#### [Exercise objective]
The required output is a copy of each line in the material below that includes "Roger".
*** Records provided
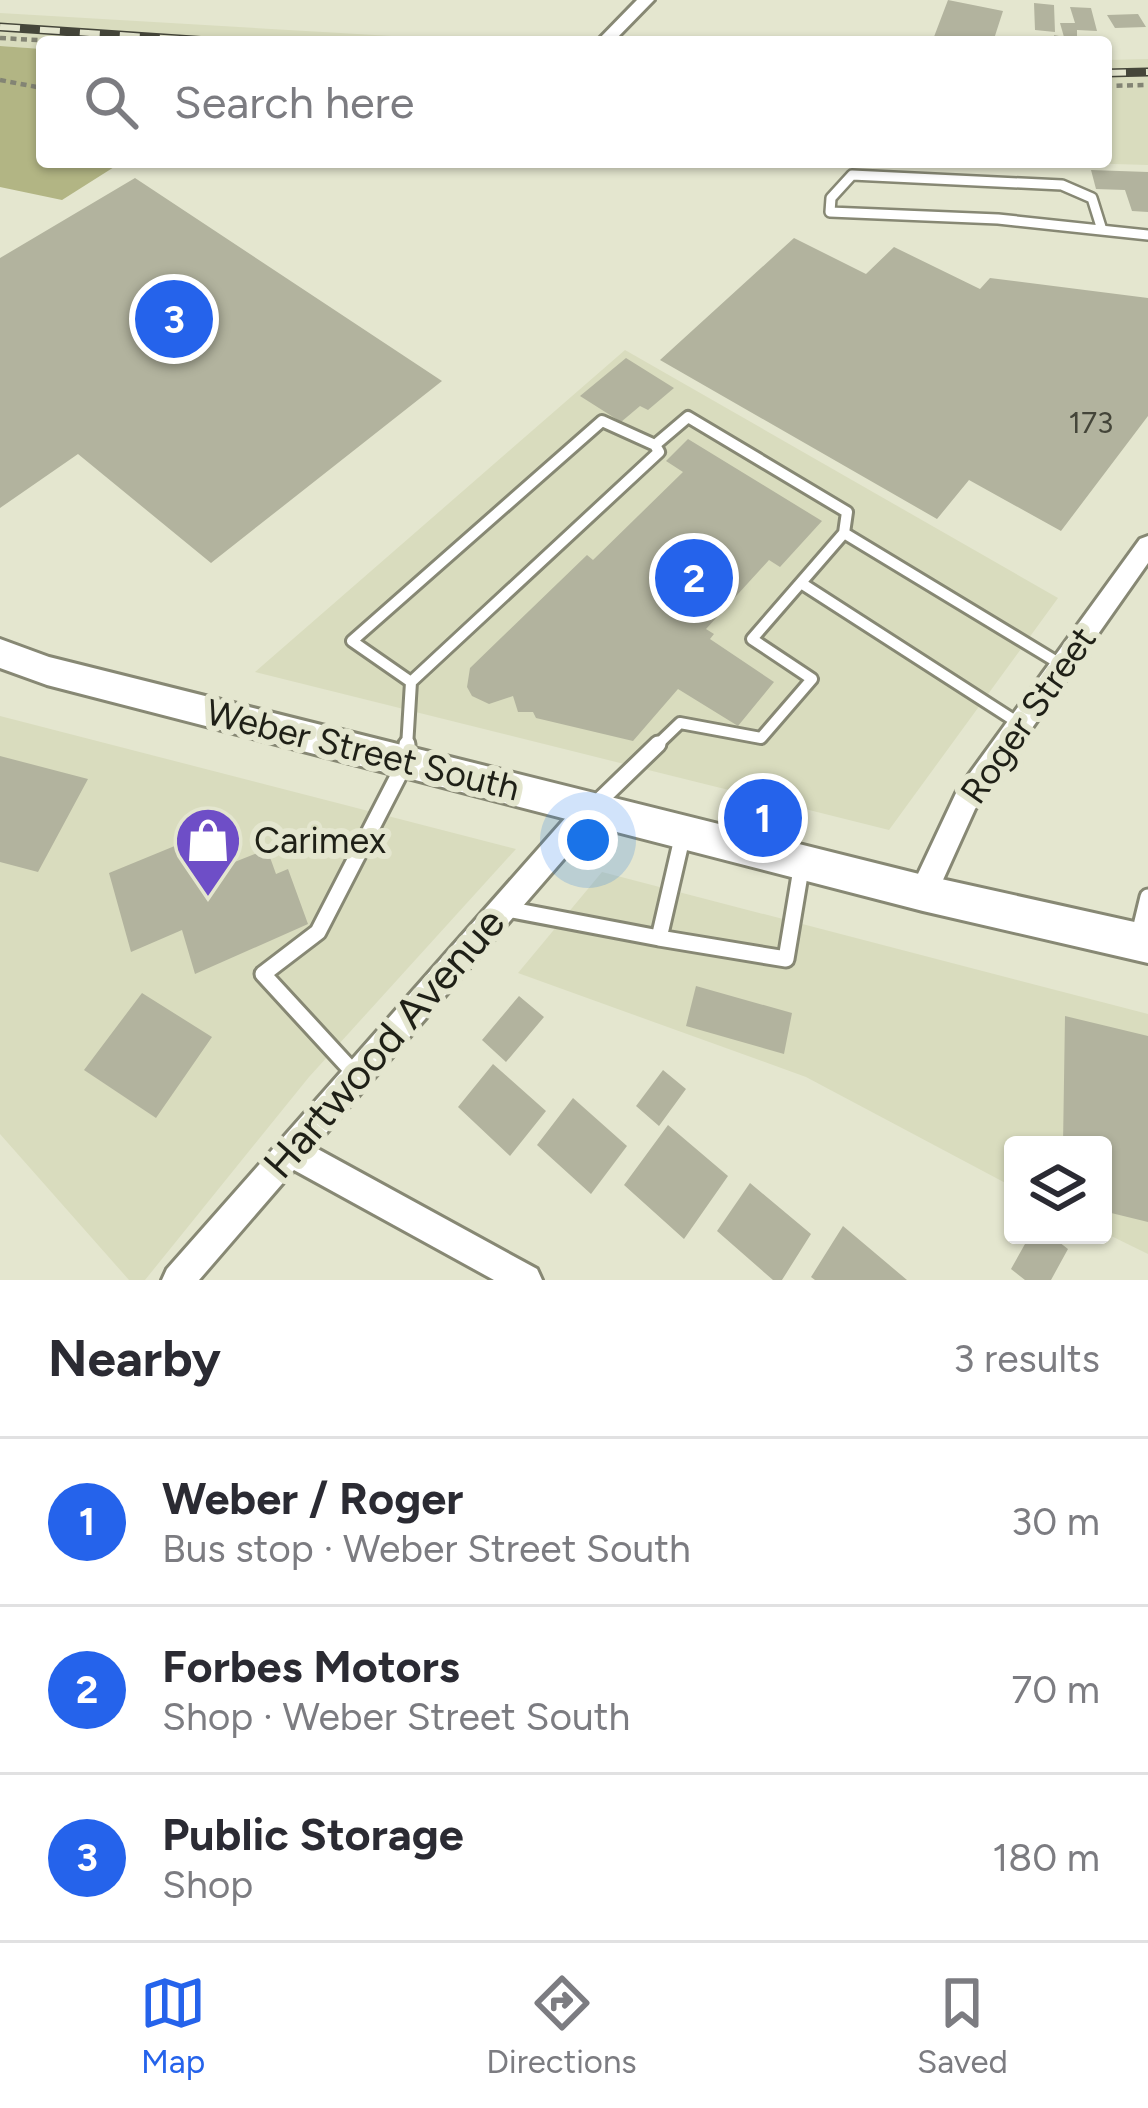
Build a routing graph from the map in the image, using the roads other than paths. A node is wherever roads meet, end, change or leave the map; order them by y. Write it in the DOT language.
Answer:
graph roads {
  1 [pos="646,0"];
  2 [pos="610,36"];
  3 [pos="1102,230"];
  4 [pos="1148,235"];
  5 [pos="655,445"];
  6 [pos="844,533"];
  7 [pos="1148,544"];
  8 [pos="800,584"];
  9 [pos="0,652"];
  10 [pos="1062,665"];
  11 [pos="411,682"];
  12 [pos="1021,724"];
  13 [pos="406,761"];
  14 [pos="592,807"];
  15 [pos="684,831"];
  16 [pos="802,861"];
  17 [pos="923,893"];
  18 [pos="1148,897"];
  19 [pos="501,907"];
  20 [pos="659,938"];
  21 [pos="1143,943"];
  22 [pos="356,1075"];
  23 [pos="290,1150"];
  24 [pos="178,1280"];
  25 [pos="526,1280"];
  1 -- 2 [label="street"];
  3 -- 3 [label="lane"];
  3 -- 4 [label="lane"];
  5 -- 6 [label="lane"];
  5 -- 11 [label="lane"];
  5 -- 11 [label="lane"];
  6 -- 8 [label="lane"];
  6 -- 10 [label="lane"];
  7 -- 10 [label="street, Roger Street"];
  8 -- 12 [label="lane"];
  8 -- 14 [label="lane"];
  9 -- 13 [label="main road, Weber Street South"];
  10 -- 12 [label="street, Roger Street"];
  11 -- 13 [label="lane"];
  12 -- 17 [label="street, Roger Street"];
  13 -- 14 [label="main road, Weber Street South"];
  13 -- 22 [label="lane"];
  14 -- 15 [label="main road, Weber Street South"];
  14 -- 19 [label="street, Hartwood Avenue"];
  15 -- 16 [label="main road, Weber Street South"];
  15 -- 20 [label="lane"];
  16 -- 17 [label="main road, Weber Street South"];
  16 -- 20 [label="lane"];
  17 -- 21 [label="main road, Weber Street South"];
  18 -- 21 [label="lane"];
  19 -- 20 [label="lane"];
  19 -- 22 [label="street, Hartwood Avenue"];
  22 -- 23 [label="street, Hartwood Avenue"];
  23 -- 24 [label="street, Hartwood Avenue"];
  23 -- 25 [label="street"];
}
******
#### [Answer space]
  7 -- 10 [label="street, Roger Street"];
  10 -- 12 [label="street, Roger Street"];
  12 -- 17 [label="street, Roger Street"];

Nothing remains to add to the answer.